Upon taking over with $29 million in equity from Transcentury, Centum, Backcock and Brown, Mirambo, PrimeFuels and the loan from IFC, it became clear that running RVR was going to be a rough ride for shareholders. The $29 million was supposed to be used over five years. RVR was also expected to invest $25 million annually for five years in upgrading the railway and trains.

Before the railway was handed over, there were expectations that only 6,000 workers would be sacked. As much as Sheltam was expected to provide technical expertise from outside the country, it was also expected to build local capacity and promote good labour relations, given the fact that Kenya Railways had traditionally been a very politically sensitive institution.

However, within the first year of running the railway, Mr Puffet ruffled feathers with trade unions and politicians by firing 600 workers to the dismay of the shareholders and the government.

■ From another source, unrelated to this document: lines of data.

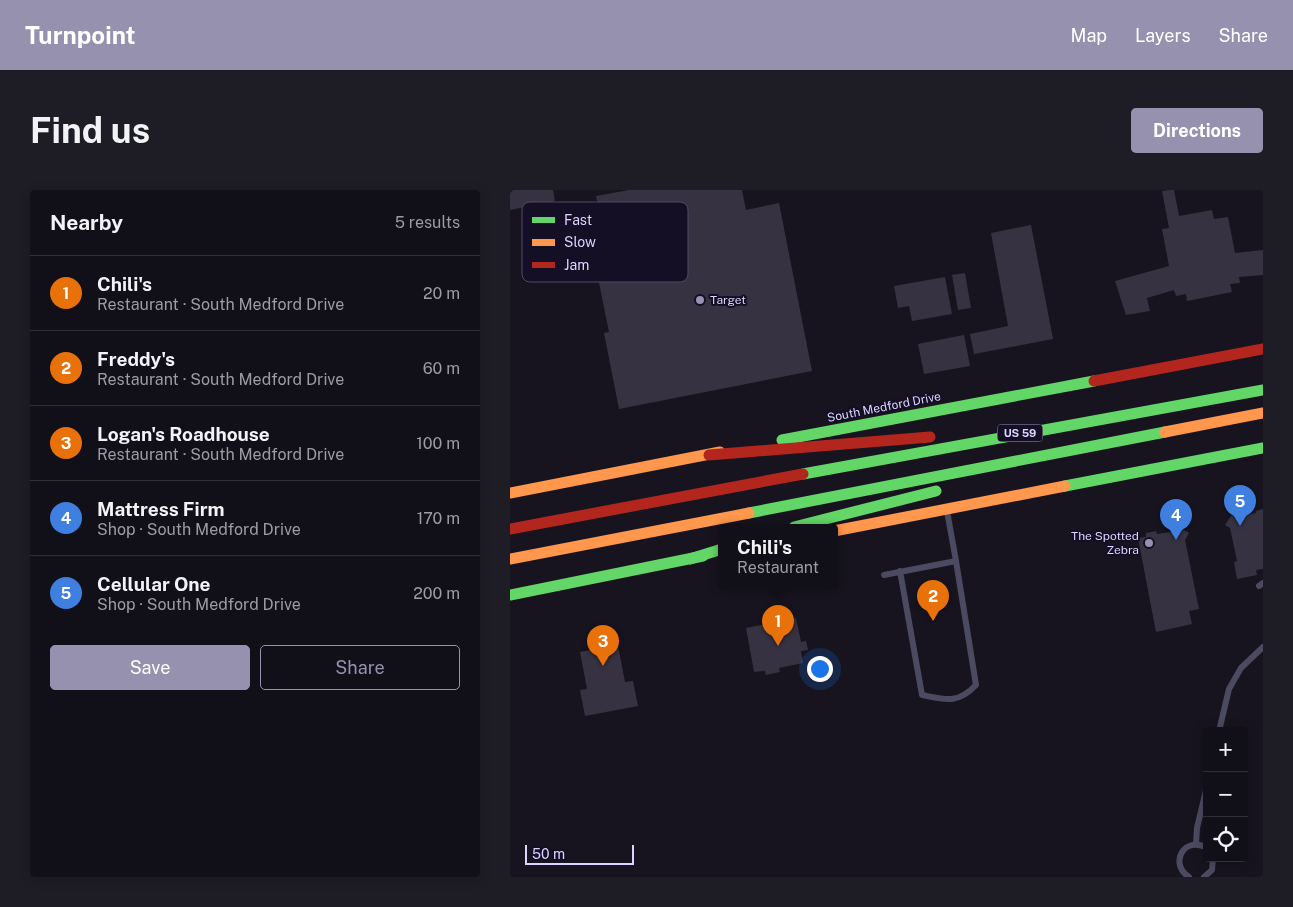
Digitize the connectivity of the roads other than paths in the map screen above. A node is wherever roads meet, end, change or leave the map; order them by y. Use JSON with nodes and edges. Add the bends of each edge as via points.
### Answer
{"nodes":[{"id":1,"x":1263,"y":348,"type":"edge"},
{"id":2,"x":1263,"y":390,"type":"edge"},
{"id":3,"x":1263,"y":413,"type":"edge"},
{"id":4,"x":1043,"y":429,"type":"junction"},
{"id":5,"x":1261,"y":450,"type":"edge"},
{"id":6,"x":1062,"y":452,"type":"junction"},
{"id":7,"x":709,"y":454,"type":"junction"},
{"id":8,"x":964,"y":483,"type":"dead end"},
{"id":9,"x":946,"y":488,"type":"dead end"},
{"id":10,"x":510,"y":492,"type":"edge"},
{"id":11,"x":947,"y":510,"type":"junction"},
{"id":12,"x":806,"y":524,"type":"edge"},
{"id":13,"x":510,"y":529,"type":"edge"},
{"id":14,"x":838,"y":530,"type":"edge"},
{"id":15,"x":718,"y":552,"type":"edge"},
{"id":16,"x":510,"y":559,"type":"edge"},
{"id":17,"x":956,"y":561,"type":"junction"},
{"id":18,"x":900,"y":572,"type":"junction"},
{"id":19,"x":884,"y":575,"type":"dead end"},
{"id":20,"x":510,"y":596,"type":"edge"},
{"id":21,"x":1263,"y":647,"type":"edge"},
{"id":22,"x":1220,"y":727,"type":"edge"},
{"id":23,"x":1203,"y":803,"type":"edge"},
{"id":24,"x":1196,"y":844,"type":"junction"},
{"id":25,"x":1203,"y":847,"type":"edge"},
{"id":26,"x":1213,"y":862,"type":"edge"},
{"id":27,"x":1188,"y":877,"type":"edge"},
{"id":28,"x":1204,"y":877,"type":"edge"}],
"edges":[{"from":1,"to":7,"type":"main road","name":"South Medford Drive"},
{"from":2,"to":4,"type":"main road","number":"US 59"},
{"from":3,"to":6,"type":"main road","number":"US 59"},
{"from":4,"to":7,"type":"main road"},
{"from":4,"to":13,"type":"main road","number":"US 59"},
{"from":5,"to":11,"type":"main road"},
{"from":6,"to":8,"type":"main road"},
{"from":6,"to":16,"type":"main road","number":"US 59"},
{"from":7,"to":10,"type":"main road","name":"South Medford Drive"},
{"from":9,"to":12,"type":"main road"},
{"from":11,"to":14,"type":"main road"},
{"from":11,"to":17,"type":"lane"},
{"from":15,"to":20,"type":"main road"},
{"from":17,"to":18,"type":"lane"},
{"from":17,"to":18,"type":"lane","via":[[976,685],[966,696],[945,700],[922,695]]},
{"from":18,"to":19,"type":"lane"},
{"from":21,"to":22,"type":"lane","via":[[1241,668],[1229,689]]},
{"from":23,"to":24,"type":"lane"},
{"from":24,"to":25,"type":"lane"},
{"from":24,"to":27,"type":"lane","via":[[1186,847],[1180,856],[1180,867]]},
{"from":26,"to":28,"type":"lane","via":[[1212,870]]}]}
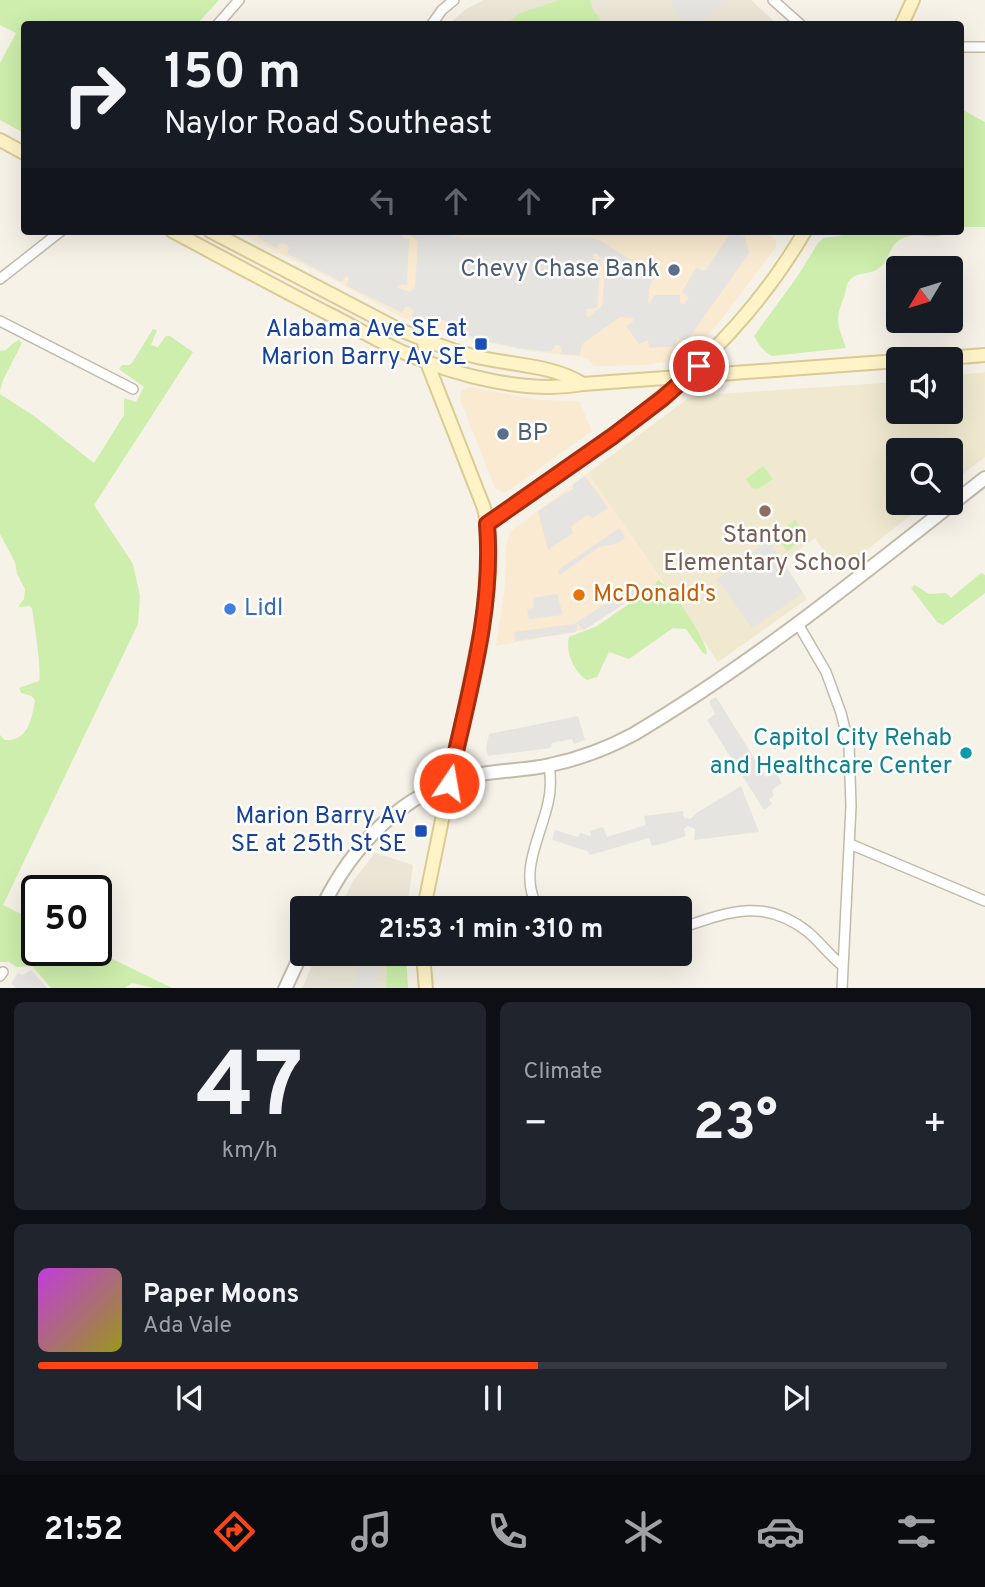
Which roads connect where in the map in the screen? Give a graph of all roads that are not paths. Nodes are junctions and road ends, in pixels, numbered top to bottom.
1 (239, 0) edge
2 (454, 0) edge
3 (773, 0) edge
4 (913, 0) edge
5 (221, 21) edge
6 (434, 21) edge
7 (797, 21) edge
8 (903, 21) edge
9 (964, 47) edge
10 (985, 47) edge
11 (0, 140) edge
12 (21, 151) edge
13 (56, 235) edge
14 (180, 235) edge
15 (218, 235) edge
16 (799, 235) edge
17 (0, 279) edge
18 (0, 321) edge
19 (424, 340) junction
20 (985, 355) edge
21 (963, 357) edge
22 (426, 360) junction
23 (886, 363) edge
24 (686, 378) junction
25 (583, 384) junction
26 (133, 390) dead end
27 (985, 478) edge
28 (487, 524) junction
29 (798, 624) junction
30 (549, 765) junction
31 (449, 783) junction
32 (850, 844) junction
33 (329, 896) edge
34 (426, 896) edge
35 (533, 896) edge
36 (985, 901) edge
37 (692, 924) edge
38 (296, 966) edge
39 (424, 966) edge
40 (843, 966) junction
41 (285, 988) edge
42 (426, 988) edge
43 (842, 988) edge

1 - 5 street
2 - 6 street
3 - 7 street
4 - 8 main road
9 - 10 street
11 - 12 main road
13 - 17 street
14 - 22 main road
15 - 19 main road
16 - 24 main road
18 - 26 street
19 - 22 main road
19 - 25 main road
20 - 21 main road
22 - 25 main road
22 - 28 main road
23 - 24 main road
24 - 25 main road
24 - 28 main road
27 - 29 street
28 - 31 main road
29 - 30 street
29 - 32 street
30 - 31 street
30 - 35 street
31 - 33 street
31 - 34 main road
32 - 36 street
32 - 40 street
37 - 40 street
38 - 41 street
39 - 42 main road
40 - 43 street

According to one big shareholder, Mr Puffet “filled up the place with expatriates from South Africa”, which irked senior executives who now had to deputise foreign managers —some of whom did not know the railway business as much as they did.

Besides, it was expected that the first visible sign of success was a train service that ran efficiently on time, regularly and profitably. However, operational decisions taken by Sheltam produced the opposite effect, which led to a major congestion at the Mombasa Port.

In 2007, the company closed the year with a loss of Sh477 million on revenues of Sh2.6 billion. Mr Puffet’s company earned Sh27 million in management fees for the six months he had been running RVR, and the concession fees owed to the government hit Sh325 million.

The company’s finances were in bad shape, with debts exceeding assets to the tune of Sh1.25 billion. Most importantly, the company was not meeting the operation performance targets set by the government.

In 2008, the problems continued to mount. With the company failing to meet revenue targets, finances continued to worsen and the investment programme to upgrade the railways and trains set in the concession agreement was falling behind. The governments were unhappy. For instance, RVR incurred a loss of Sh1.8 billion in 2008, compared to Sh477 million in 2007 on revenues of Sh3.7 billion.

These mounting problems threatened the concession, and this was making shareholders uncomfortable, but what triggered their action was the realisation that the Sh2.1 billion ($29 million) that was supposed to be used for five years had been spent in two years.

“Roy says it wasn’t his fault the money disappeared, but because the IFC loans were never fully drawn down,” said one person familiar with the details.

It was with this in mind that Transcentury started canvassing other shareholders to support its bid to engineer a boardroom coup that would remove Mr Puffet as the manager of the business and replace him with a local.

Transcentury believed that the Sh2.1 billion of equity the shareholders contributed was wasted on hiring South African expatriates, among other things, and they pushed for Mr Brown Ondego, formerly of Kenya Ports Authority, to be hired to replace Mr Puffet.

Some of the shareholders did not support this move, but Transcentury pushed its agenda through and got Mr Ondego. Some within the Transcentury group believe that Mr Ondego has achieved much than Mr Puffet did with Sh2.1 billion.